So we are already 5 spiels into our season, having just come from Gatineau this weekend.
So far – my new team is awesome and I am ecstatic with how our season is going. For a new team, still learning how to play together, we have managed to win our fair share of games (including a run of 13 wins in a row!), and managed to put a few $$$ in the bank to offset the cost of the season.
We won a spiel in Ottawa, lost the finals in another, and were a game away from qualifying in the other spiels we played. All in all, a great start so far.
So I took a look around this year – and realized just how much the competitive curling scene has changed in the past few years.
- There are very few curling parties anymore. We used to play – and then we used to have a few drinks and find a bar to have fun in. Teams do not do this anymore. We eat healthier, we drink less, and we even nap between games. There are still drinking spiels – but they are few and far between. Now if you say "Hey let's hit the bars tonight" if you have a game the next day, you get treated like a guy who just laid a fart in the hack.
- This is a young person’s sport: I seem to remember the game used to be dominated by wily veterans, who used their knowledge and experience to beat up on young junior teams. Now that I am old and wily, the younger teams have gotten better at the strategic side of the game. Maybe it’s the multitude of curling games they can watch on TV, or better coaching – but teams like Matt Dunstone from Manitoba, like my 3rd Felix, and Tanner Horgan from Ontario are emerging from junior and taking their place right away among the game’s elite.

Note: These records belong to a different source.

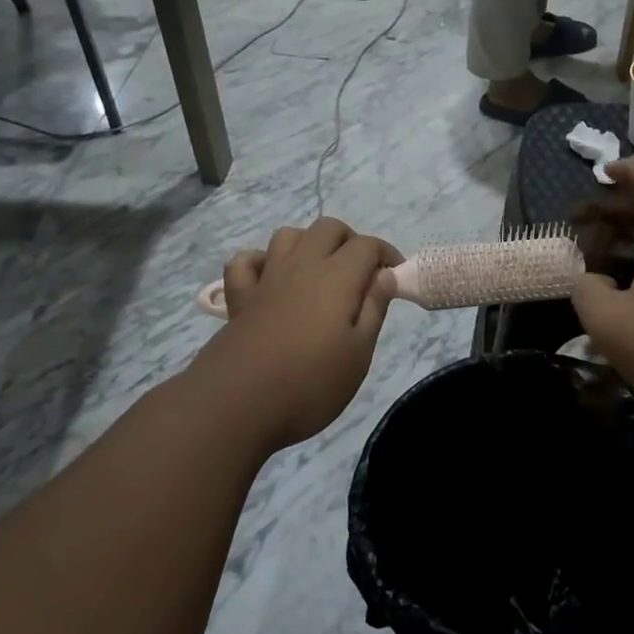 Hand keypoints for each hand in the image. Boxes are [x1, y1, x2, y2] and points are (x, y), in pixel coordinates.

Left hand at [193, 218, 399, 450]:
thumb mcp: (359, 353)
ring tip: (319, 273)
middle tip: (361, 274)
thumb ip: (374, 309)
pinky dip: (260, 262)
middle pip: (327, 228)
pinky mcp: (239, 299)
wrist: (237, 405)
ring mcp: (266, 279)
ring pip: (287, 236)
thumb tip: (385, 276)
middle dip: (350, 241)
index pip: (367, 245)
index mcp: (337, 278)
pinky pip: (245, 262)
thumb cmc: (310, 384)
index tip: (395, 278)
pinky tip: (270, 281)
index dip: (386, 255)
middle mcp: (301, 266)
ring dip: (308, 244) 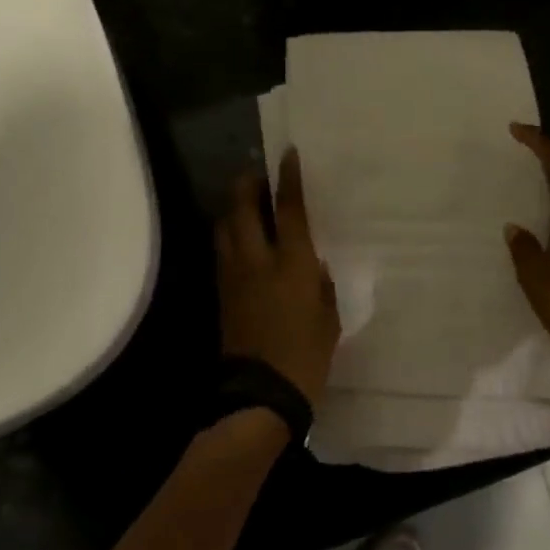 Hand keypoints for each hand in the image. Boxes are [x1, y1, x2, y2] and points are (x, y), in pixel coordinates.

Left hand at [215, 149, 340, 405]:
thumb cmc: (306, 356)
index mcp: (292, 264)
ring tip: (248, 202)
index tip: (288, 154)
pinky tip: (241, 237)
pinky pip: (221, 249)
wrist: (260, 395)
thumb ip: (320, 283)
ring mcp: (233, 275)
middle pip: (242, 207)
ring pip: (224, 226)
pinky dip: (229, 233)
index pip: (287, 209)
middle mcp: (257, 260)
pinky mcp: (220, 292)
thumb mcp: (329, 318)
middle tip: (258, 174)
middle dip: (247, 183)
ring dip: (233, 207)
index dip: (287, 178)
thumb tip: (313, 263) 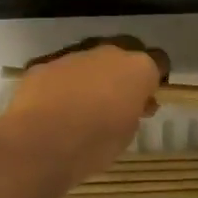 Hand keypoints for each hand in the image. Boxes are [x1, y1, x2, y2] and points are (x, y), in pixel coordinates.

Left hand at [0, 36, 167, 187]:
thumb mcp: (127, 134)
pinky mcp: (44, 64)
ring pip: (90, 60)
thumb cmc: (94, 144)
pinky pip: (61, 71)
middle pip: (124, 53)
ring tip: (82, 107)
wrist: (39, 144)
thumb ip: (135, 111)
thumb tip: (135, 104)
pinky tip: (55, 108)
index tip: (147, 99)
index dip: (154, 80)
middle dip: (123, 73)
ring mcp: (73, 55)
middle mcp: (108, 53)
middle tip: (117, 101)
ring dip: (92, 77)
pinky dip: (63, 84)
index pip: (159, 61)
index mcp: (137, 68) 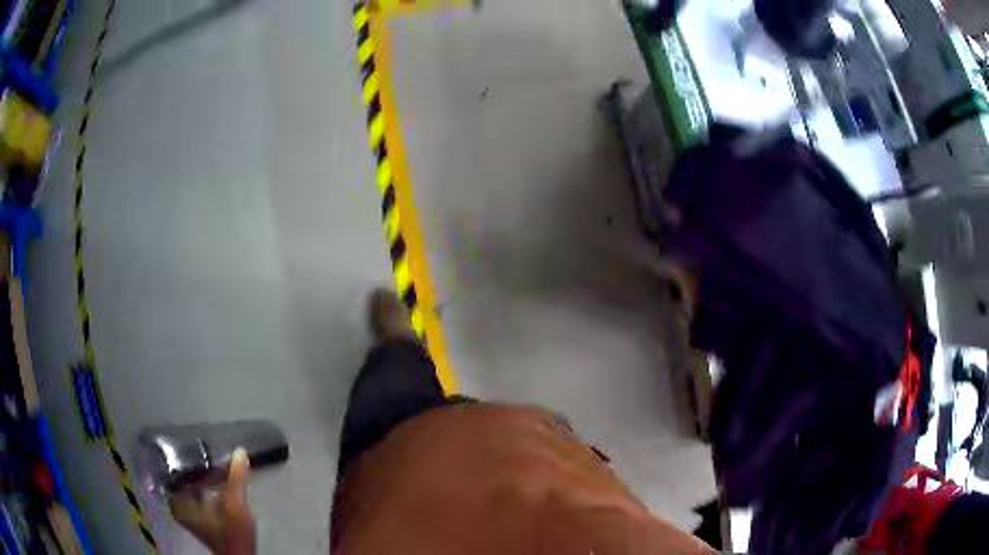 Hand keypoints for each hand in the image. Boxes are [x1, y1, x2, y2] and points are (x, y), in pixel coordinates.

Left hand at [170, 448, 255, 554]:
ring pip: (195, 484)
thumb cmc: (232, 533)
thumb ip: (236, 479)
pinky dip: (210, 486)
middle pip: (188, 477)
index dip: (195, 459)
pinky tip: (222, 481)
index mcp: (178, 501)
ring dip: (208, 476)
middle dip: (203, 467)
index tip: (209, 450)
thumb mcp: (235, 505)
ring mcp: (188, 511)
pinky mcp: (199, 516)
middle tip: (217, 455)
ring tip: (222, 464)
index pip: (181, 470)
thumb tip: (239, 451)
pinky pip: (200, 492)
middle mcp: (178, 504)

- The game is more Worldwide. 20 years ago European teams used to be the free space on the bingo card. Then a few National level teams emerged, funded by their country’s Olympic programs. Now teams like Ulsrud, Edin and Murdoch/Brewster are regulars in the World Top 10. If I look at the next generation, Canadian spiels are now full of emerging teams from countries I did not even know had curling. We lost to the Dutch Team in Toronto. The Dutch. Really.
- Sweeping has made the game better. After the insanity of last season – sweeping seems to have taken its rightful place in the game. It is important, but you still need to throw the rock very well to make shots. One sweeper is now the norm on hits, and still has me wondering why we did not figure this out years ago.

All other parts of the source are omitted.